Fig. 4. Ghost cell recruitment in HFD-induced obesity.

A Reporter mice were treated with tamoxifen at 12 weeks of age and exposed to HFD, CD or (HFD-CD switch) for different durations 2 weeks later (t0). B, C Quantification of Pomc+ and Ghost neurons in Pomc^CreERT2;ZsGreen male mice fed with CD or HFD (6 months). Pomc mRNA was analyzed by FISH (B, n = 8 per group) or smFISH (C, n = 6 per group). D Quantification by IHC of Pomc+ and Ghost neurons in Pomc^CreERT2;ZsGreen male mice fed with CD (n = 4), HFD (7 months, n = 4), or exposed to HFD-CD switch (n = 3). E UMAP representation of 76 neurons analyzed by patch-seq in Pomc^CreERT2;tdTomato male mice exposed to CD (n = 5) or HFD (n = 5) for 6 months. We collected n = 38 cells from CD mice and n = 38 from HFD mice.

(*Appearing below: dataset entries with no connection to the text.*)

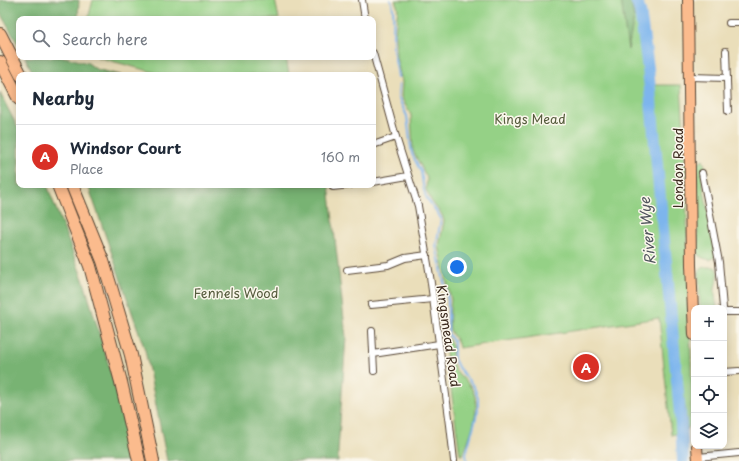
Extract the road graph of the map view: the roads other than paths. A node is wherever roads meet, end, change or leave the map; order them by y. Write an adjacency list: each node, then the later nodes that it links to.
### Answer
1 (362, 0): 3 (street)
2 (688, 0): 11 (main road, London Road)
3 (365, 16)
4 (729, 23): 5 (street)
5 (739, 23)
6 (0, 34): 10 (highway)
7 (726, 51): 12 (street)
8 (375, 60): 15 (street, Kingsmead Road)
9 (0, 62): 13 (highway)
10 (19, 72)
11 (690, 77): 12 (street); 26 (main road, London Road)
12 (727, 78): 14 (street)
13 (16, 93)
14 (728, 111)
15 (396, 137): 16 (street); 18 (street, Kingsmead Road)
16 (376, 144)
17 (702, 174): 27 (street, London Road)
18 (408, 176): 19 (street); 22 (street, Kingsmead Road)
19 (376, 181)
20 (59, 188): 41 (highway)
21 (73, 188): 42 (highway)
22 (427, 255): 23 (street); 24 (street, Kingsmead Road)
23 (346, 270)
24 (432, 299): 25 (street); 31 (street, Kingsmead Road)
25 (371, 305)
26 (693, 305)
27 (723, 305)
28 (727, 312): 29 (street)
29 (739, 312)
30 (372, 332): 32 (street)
31 (439, 344): 32 (street); 43 (street, Kingsmead Road)
32 (373, 354): 35 (street)
33 (727, 368): 34 (street)
34 (739, 368)
35 (374, 371)
36 (739, 371): 37 (street)
37 (727, 372)
38 (697, 449): 40 (main road)
39 (739, 453): 40 (street)
40 (698, 459)
41 (139, 461)
42 (153, 461)
43 (454, 461)

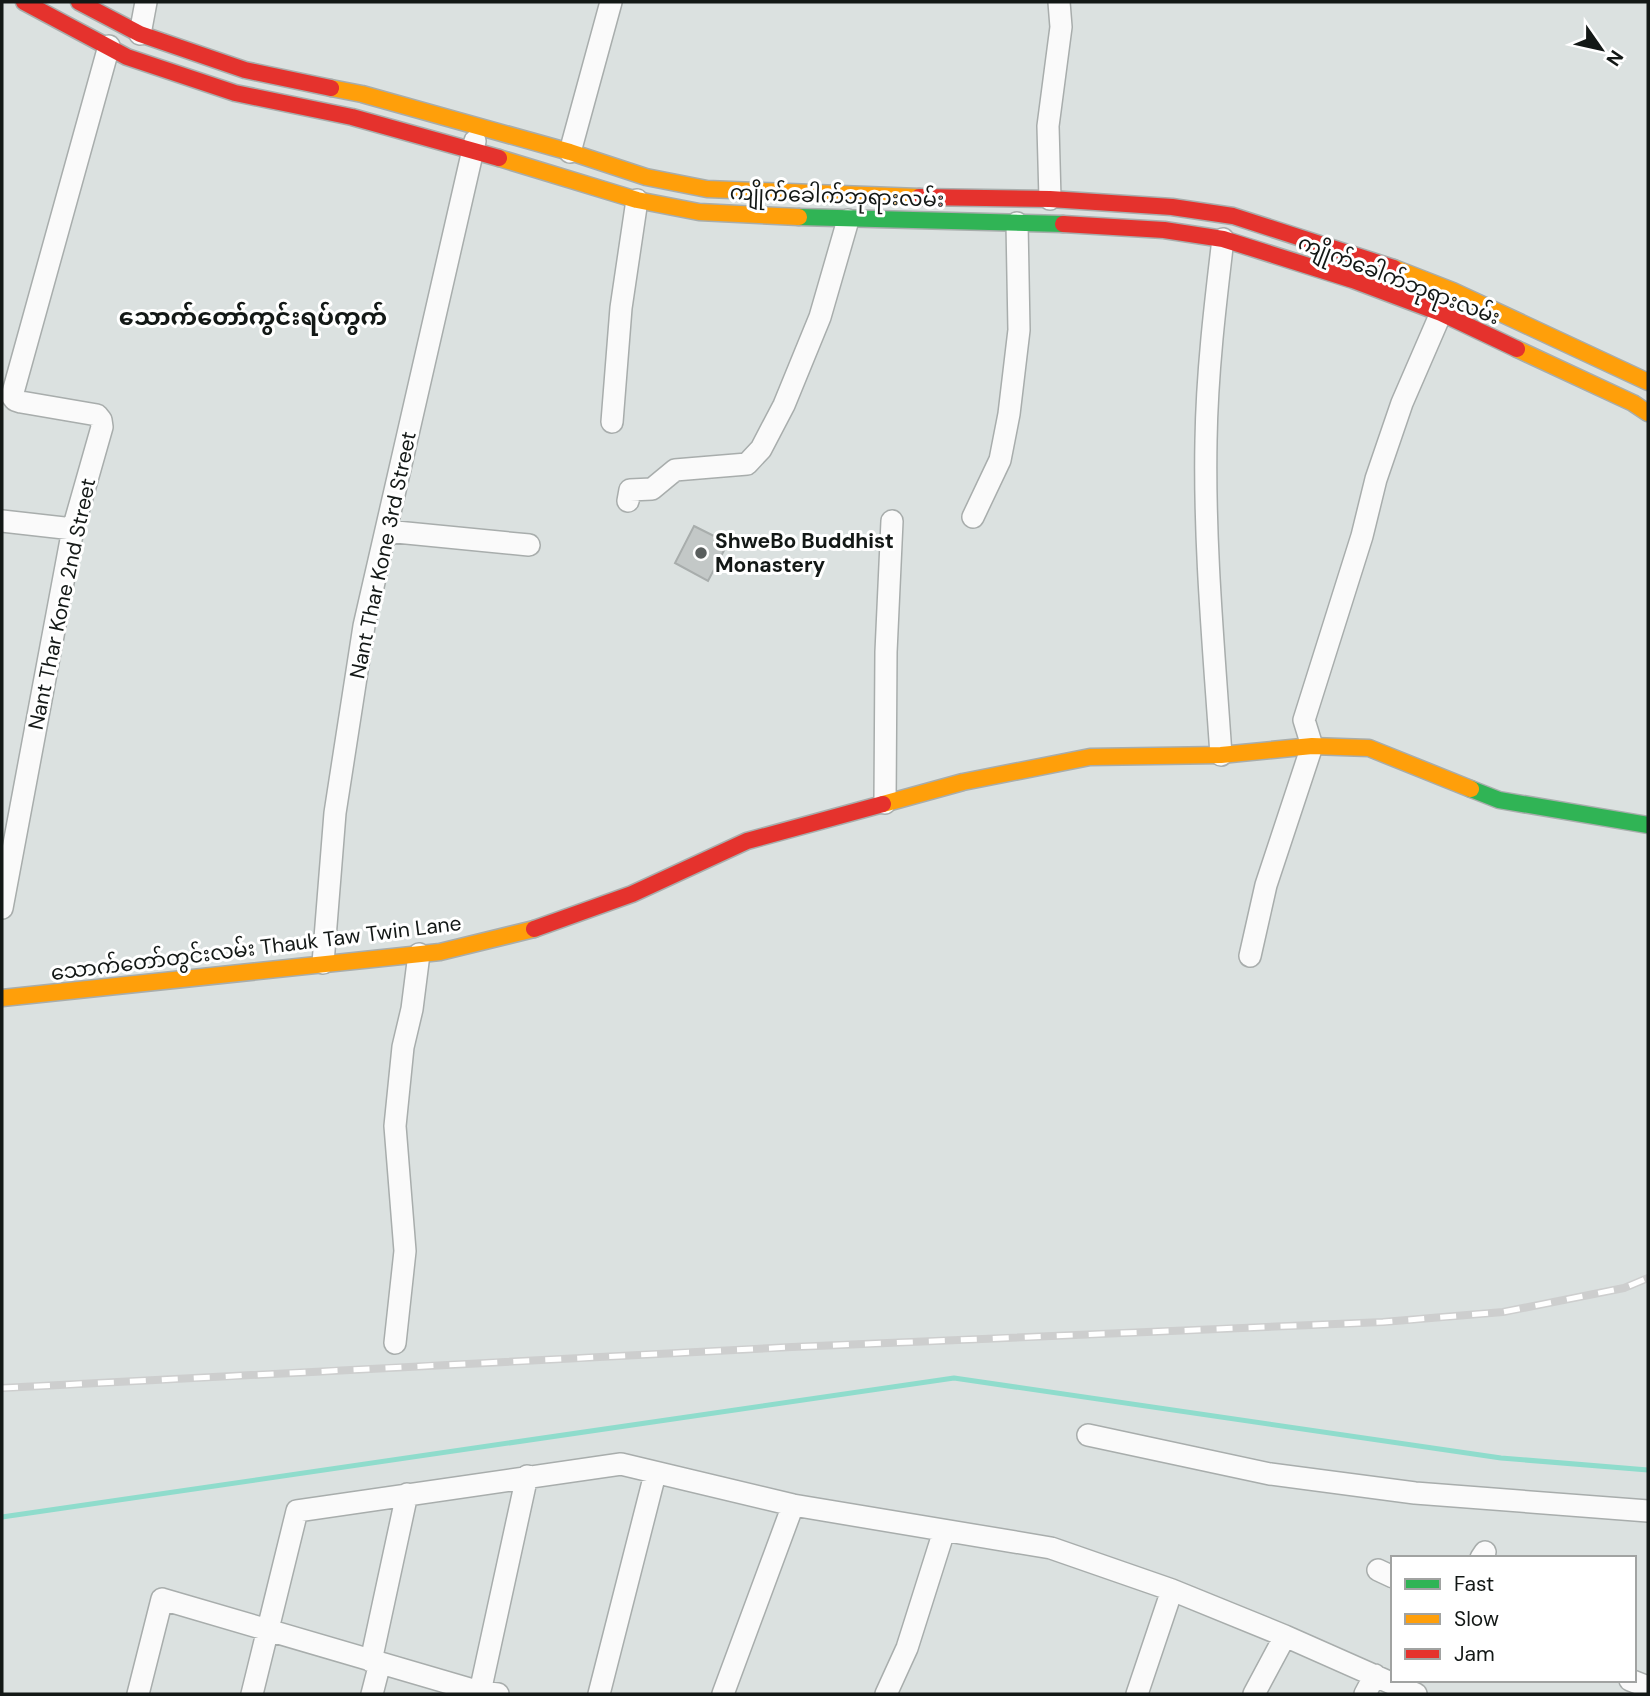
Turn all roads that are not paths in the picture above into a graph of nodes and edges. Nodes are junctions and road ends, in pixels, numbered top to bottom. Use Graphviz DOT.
graph roads {
  1 [pos="24,2"];
  2 [pos="79,2"];
  3 [pos="146,2"];
  4 [pos="611,2"];
  5 [pos="1059,2"];
  6 [pos="140,34"];
  7 [pos="109,46"];
  8 [pos="479,127"];
  9 [pos="472,150"];
  10 [pos="570,152"];
  11 [pos="1050,199"];
  12 [pos="637,200"];
  13 [pos="848,220"];
  14 [pos="1017,223"];
  15 [pos="1223,239"];
  16 [pos="1441,313"];
  17 [pos="1648,382"];
  18 [pos="1648,413"];
  19 [pos="612,422"];
  20 [pos="628,501"];
  21 [pos="973,517"];
  22 [pos="2,521"];
  23 [pos="892,522"];
  24 [pos="74,529"];
  25 [pos="386,531"];
  26 [pos="528,545"];
  27 [pos="1312,746"];
  28 [pos="1220,755"];
  29 [pos="885,803"];
  30 [pos="1648,825"];
  31 [pos="2,908"];
  32 [pos="419,954"];
  33 [pos="1250,956"];
  34 [pos="323,964"];
  35 [pos="2,998"];
  36 [pos="395,1343"];
  37 [pos="1088,1435"];
  38 [pos="655,1474"];
  39 [pos="527,1476"];
  40 [pos="407,1494"];
  41 [pos="793,1505"];
  42 [pos="1648,1511"];
  43 [pos="944,1531"];
  44 [pos="1172,1590"];
  45 [pos="266,1631"];
  46 [pos="1285,1636"];
  47 [pos="375,1662"];
  48 [pos="1375,1675"];
  49 [pos="489,1693"];
  50 [pos="138,1694"];
  51 [pos="252,1694"];
  52 [pos="372,1694"];
  53 [pos="599,1694"];
  54 [pos="723,1694"];
  55 [pos="886,1694"];
  56 [pos="1137,1694"];
  57 [pos="1254,1694"];
  58 [pos="1365,1694"];
  59 [pos="1418,1694"];
  1 -- 7 [label="main road, ကျိုက်ခေါက်ဘုရားလမ်း"];
  2 -- 6 [label="main road, ကျိုက်ခေါက်ဘုရားလမ်း"];
  3 -- 6 [label="street"];
  4 -- 10 [label="street"];
  5 -- 11 [label="street"];
  6 -- 8 [label="main road, ကျိုက်ခေါက်ဘုရားလမ်း"];
  7 -- 9 [label="main road, ကျိုက်ခေါက်ဘုရားလမ်း"];
  7 -- 24 [label="street, Nant Thar Kone 2nd Street"];
  8 -- 9 [label="street, Nant Thar Kone 3rd Street"];
  8 -- 10 [label="main road, ကျိုက်ခေါက်ဘုရားလမ်း"];
  9 -- 12 [label="main road, ကျိုက်ခေါက်ဘုရားလမ်း"];
  9 -- 25 [label="street, Nant Thar Kone 3rd Street"];
  10 -- 11 [label="main road, ကျိုက်ခေါက်ဘုရားလမ်း"];
  11 -- 17 [label="main road, ကျိုက်ခေါက်ဘုရားလမ်း"];
  12 -- 13 [label="main road, ကျိုက်ခေါက်ဘုရားလမ်း"];
  12 -- 19 [label="street"];
  13 -- 14 [label="main road, ကျိုက်ခေါက်ဘုရားလမ်း"];
  13 -- 20 [label="street"];
  14 -- 15 [label="main road, ကျိုက်ခေါက်ဘုရားလမ်း"];
  14 -- 21 [label="street"];
  15 -- 16 [label="main road, ကျိုက်ခေါက်ဘုရားလမ်း"];
  15 -- 28 [label="street"];
  16 -- 18 [label="main road, ကျိုက်ခေါက်ဘုရားလမ်း"];
  16 -- 27 [label="street"];
  22 -- 24 [label="street"];
  23 -- 29 [label="street"];
  24 -- 31 [label="street, Nant Thar Kone 2nd Street"];
  25 -- 26 [label="street"];
  25 -- 34 [label="street, Nant Thar Kone 3rd Street"];
  27 -- 28 [label="main road, သောက်တော်တွင်းလမ်း Thauk Taw Twin Lane"];
  27 -- 30 [label="main road, သောက်တော်တွင်းလမ်း Thauk Taw Twin Lane"];
  27 -- 33 [label="street"];
  28 -- 29 [label="main road, သောက်တော်တွင်းလမ်း Thauk Taw Twin Lane"];
  29 -- 32 [label="main road, သောက်တော်တွင်းလမ်း Thauk Taw Twin Lane"];
  32 -- 34 [label="main road, သောက်တော်တွင်းလမ်း Thauk Taw Twin Lane"];
  32 -- 36 [label="street"];
  34 -- 35 [label="main road, သောက်တော်တွင်းလမ်း Thauk Taw Twin Lane"];
  37 -- 42 [label="street"];
  38 -- 39 [label="street"];
  38 -- 41 [label="street"];
  38 -- 53 [label="street"];
  39 -- 40 [label="street"];
  39 -- 49 [label="street"];
  40 -- 45 [label="street"];
  40 -- 47 [label="street"];
  41 -- 43 [label="street"];
  41 -- 54 [label="street"];
  43 -- 44 [label="street"];
  43 -- 55 [label="street"];
  44 -- 46 [label="street"];
  44 -- 56 [label="street"];
  45 -- 47 [label="street"];
  45 -- 50 [label="street"];
  45 -- 51 [label="street"];
  46 -- 48 [label="street"];
  46 -- 57 [label="street"];
  47 -- 49 [label="street"];
  47 -- 52 [label="street"];
  48 -- 58 [label="street"];
  48 -- 59 [label="street"];
}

We identified 4 main clusters: a (45 cells), b (13 cells), c (12 cells) and d (6 cells). F Heatmap of the relative gene expression (mean expression one cluster relative to the others) of Typical Pomc+ markers altered in Ghost neurons based on the data in Fig. 1D. G Heatmap of the relative gene expression (mean expression of one cluster relative to the others) of Pomc-neuron specific genes from HypoMAP in the clusters identified in (E). H Change in the % of cells in each cluster between the CD and HFD conditions. I Effects of HFD exposure (6 months) on electrophysiological parameters in the different clusters that were significantly different (HFD vs. CD) by two-tailed t test. RMP resting membrane potential. AP action potential. fAHP fast afterhyperpolarization. mAHP medium afterhyperpolarization. EPSCs: excitatory post synaptic currents. HFD high fat diet, CD chow diet. Data in (B−D) are mean ± s.e.m from 3 (B, C) or 2 (D) independent experiments. Data in (E) were obtained from 3 independent experiments. n indicates the individual biological values. In (B, C) *P = 0.0207 and **P = 0.0087 by two-tailed t test (CD Ghost vs HFD Ghost). In (D), **P = 0.0058 (CD Ghost vs HFD Ghost) and **P = 0.0022 (HFD Ghost vs HFD-CD Ghost) by ANOVA followed by Tukey’s post-test. Data in (H) are shown as a percentage of the total population P = 0,0004 by chi-squared test. Source data are in the Source Data file.